Task to complete: Check each line of the entries below for the string "paths"; copy every line where it appears.

Extracted information:
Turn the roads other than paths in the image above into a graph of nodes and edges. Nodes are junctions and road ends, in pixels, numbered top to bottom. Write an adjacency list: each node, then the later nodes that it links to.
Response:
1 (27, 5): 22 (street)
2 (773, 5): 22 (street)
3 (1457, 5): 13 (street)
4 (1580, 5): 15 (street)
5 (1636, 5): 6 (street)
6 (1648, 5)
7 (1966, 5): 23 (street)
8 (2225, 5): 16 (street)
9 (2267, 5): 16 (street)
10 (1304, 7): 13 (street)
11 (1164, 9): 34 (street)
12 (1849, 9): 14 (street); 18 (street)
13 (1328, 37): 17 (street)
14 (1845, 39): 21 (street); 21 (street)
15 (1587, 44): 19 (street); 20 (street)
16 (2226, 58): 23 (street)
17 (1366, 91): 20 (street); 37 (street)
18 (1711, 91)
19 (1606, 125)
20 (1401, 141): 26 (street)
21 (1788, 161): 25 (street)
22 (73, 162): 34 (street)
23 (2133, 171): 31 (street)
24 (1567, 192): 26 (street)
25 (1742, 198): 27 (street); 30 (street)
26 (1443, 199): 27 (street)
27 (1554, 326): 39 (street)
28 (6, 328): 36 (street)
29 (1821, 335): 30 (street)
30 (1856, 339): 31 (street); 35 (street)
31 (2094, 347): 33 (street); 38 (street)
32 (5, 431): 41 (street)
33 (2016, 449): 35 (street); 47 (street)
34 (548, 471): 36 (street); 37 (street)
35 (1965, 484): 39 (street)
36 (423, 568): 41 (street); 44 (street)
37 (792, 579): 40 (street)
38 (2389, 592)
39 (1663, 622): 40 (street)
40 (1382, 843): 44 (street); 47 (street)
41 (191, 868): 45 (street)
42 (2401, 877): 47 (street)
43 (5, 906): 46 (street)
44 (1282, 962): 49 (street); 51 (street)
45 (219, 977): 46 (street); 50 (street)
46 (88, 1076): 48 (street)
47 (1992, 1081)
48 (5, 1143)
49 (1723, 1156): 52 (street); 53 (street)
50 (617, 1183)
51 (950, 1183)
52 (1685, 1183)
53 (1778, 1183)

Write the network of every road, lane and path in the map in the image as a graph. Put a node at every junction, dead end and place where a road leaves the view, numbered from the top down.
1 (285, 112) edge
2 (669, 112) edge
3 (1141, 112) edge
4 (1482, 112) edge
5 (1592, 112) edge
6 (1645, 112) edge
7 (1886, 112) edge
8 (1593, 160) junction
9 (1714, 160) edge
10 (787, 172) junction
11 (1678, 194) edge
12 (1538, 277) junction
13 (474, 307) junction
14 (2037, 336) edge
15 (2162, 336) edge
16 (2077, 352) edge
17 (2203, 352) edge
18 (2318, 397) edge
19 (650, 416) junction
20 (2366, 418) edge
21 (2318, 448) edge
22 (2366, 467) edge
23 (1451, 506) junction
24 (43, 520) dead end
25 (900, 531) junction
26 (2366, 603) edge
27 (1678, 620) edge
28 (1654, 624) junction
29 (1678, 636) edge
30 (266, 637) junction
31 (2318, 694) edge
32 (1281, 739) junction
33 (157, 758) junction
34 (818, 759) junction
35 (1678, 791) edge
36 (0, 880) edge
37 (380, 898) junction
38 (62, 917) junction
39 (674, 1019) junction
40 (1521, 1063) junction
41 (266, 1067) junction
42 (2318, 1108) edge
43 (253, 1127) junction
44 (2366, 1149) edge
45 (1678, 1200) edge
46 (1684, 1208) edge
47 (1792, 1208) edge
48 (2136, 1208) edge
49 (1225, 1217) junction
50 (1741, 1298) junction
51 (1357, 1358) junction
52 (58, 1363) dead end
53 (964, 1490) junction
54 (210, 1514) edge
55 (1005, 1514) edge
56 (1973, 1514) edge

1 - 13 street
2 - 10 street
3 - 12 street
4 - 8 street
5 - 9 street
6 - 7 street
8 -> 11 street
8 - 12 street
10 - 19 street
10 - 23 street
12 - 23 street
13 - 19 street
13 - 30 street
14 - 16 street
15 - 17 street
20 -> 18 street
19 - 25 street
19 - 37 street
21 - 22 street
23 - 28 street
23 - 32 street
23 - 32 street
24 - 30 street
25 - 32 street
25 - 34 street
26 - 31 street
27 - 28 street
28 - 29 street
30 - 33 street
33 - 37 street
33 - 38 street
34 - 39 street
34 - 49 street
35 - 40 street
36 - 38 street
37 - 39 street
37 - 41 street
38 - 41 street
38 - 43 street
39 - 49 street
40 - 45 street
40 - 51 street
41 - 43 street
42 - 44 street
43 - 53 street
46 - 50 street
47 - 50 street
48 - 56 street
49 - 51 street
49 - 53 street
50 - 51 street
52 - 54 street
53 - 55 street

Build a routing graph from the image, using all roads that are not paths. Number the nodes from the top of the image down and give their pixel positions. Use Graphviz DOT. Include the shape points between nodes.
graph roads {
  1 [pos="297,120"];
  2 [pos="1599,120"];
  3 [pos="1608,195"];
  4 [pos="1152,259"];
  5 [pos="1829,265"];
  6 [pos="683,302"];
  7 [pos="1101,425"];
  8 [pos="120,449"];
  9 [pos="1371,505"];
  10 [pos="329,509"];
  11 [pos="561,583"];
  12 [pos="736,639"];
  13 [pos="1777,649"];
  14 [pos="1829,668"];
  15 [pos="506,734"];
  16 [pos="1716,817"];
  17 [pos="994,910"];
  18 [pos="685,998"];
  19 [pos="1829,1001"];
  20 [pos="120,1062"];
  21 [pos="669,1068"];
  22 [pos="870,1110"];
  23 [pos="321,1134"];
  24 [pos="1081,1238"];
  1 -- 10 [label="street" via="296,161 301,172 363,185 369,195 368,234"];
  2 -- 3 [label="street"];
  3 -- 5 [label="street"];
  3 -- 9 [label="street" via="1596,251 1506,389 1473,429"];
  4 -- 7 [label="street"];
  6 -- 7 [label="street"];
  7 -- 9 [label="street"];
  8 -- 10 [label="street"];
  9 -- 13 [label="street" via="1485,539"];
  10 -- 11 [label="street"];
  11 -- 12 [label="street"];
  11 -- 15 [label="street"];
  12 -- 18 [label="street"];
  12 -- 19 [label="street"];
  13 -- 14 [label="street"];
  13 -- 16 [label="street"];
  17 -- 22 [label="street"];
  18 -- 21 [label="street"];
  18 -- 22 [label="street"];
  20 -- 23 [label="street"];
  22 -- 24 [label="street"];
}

Written answer:
Turn the roads other than paths in the image above into a graph of nodes and edges. Nodes are junctions and road ends, in pixels, numbered top to bottom. Write an adjacency list: each node, then the later nodes that it links to.
Build a routing graph from the image, using all roads that are not paths. Number the nodes from the top of the image down and give their pixel positions. Use Graphviz DOT. Include the shape points between nodes.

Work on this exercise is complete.